His Excellency's army lay in position all around us, now, from West Point down the river; and our light-horsemen patrolled as far south as the unhappy country from which we had retired through the smoke of Bedford's burning farms and the blaze of church and manor at Poundridge. That hilly strip was then our southern frontier, bravely defended by Thomas and Lockwood, shamefully neglected by Sheldon, as we had seen. For which he was broke, poor devil, and a better man set there to watch the red fox Tarleton, to harry Emmeriek, and to throw the fear o' God into that headlong blockhead, Simcoe, a brave man, but so possessed by hatred for "Mr." Washington that every move he made was like a goaded bull—his halts merely the bewilderment of baffled fury, his charges blind and bellowing.

I know how he conducted, not from hearsay alone, but because at sunrise on our second day northward, before we struck the river-road, we had like to have had a brush with him, his flankers running afoul of us not far beyond a fortified post heavily held by our Continentals.

It was the glimpse of cannon and levelled bayonets that bewildered him; and his bawling charge sheered wide o' the shabby Continental battle-line, through which we galloped into safety, our Indian sticking to my crupper like a tree-cat with every claw. And I remember still the grim laughter that greeted us from those unshaven, powder-blackened ranks, and how they laughed, too, as they fired by platoons at the far glimmer of Simcoe's helmets through the chestnut trees.

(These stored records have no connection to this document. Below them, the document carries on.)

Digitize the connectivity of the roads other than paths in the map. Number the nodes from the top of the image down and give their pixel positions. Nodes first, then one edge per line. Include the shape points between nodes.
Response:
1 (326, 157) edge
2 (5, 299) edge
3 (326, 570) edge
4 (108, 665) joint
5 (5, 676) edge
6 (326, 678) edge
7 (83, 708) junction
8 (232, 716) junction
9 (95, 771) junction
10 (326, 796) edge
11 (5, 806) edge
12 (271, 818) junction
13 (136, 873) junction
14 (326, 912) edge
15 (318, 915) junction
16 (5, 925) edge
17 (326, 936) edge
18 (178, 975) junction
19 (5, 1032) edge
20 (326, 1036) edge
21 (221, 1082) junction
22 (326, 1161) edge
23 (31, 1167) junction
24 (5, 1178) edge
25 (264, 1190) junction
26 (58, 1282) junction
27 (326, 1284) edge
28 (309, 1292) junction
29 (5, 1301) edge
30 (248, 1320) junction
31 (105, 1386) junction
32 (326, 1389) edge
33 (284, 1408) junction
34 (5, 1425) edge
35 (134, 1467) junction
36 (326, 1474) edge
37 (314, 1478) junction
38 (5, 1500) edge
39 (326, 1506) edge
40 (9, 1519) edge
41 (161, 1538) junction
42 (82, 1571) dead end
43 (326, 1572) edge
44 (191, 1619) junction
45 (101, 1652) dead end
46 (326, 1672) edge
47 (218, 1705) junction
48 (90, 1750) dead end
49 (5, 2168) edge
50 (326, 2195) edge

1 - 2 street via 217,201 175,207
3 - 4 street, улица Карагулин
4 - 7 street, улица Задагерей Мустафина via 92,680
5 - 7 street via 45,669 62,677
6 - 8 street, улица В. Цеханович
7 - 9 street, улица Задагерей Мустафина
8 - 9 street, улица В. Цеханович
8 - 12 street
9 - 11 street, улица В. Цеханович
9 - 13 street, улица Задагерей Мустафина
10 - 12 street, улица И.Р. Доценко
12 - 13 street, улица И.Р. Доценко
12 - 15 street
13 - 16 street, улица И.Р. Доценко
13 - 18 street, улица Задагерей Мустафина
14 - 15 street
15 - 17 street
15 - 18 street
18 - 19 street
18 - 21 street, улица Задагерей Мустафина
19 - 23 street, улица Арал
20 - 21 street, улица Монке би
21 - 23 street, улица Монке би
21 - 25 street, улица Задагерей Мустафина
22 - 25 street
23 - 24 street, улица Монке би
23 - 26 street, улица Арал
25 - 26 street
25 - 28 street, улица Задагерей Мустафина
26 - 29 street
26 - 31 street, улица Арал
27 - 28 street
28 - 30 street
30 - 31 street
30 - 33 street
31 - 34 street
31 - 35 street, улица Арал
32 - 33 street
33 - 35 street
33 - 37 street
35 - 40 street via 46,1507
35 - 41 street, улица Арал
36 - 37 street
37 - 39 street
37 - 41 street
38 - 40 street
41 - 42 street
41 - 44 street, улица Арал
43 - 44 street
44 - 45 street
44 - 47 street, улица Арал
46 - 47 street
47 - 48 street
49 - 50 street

And in the meantime, all the while, even from the very first evening when we off-saddled in the rocky Westchester woods and made our first flying-camp, I had become uneasy concerning the Siwanois—uncertain concerning his loyalty to the very verge of suspicion.

I said nothing of this to Lieutenant Boyd, having nothing definite to communicate. Nor did I even hint my suspicions, because distrust in the mind of such a man as Boyd would be very difficult to eradicate, and the slightest mishandling of our delicate situation might alienate the Sagamore forever.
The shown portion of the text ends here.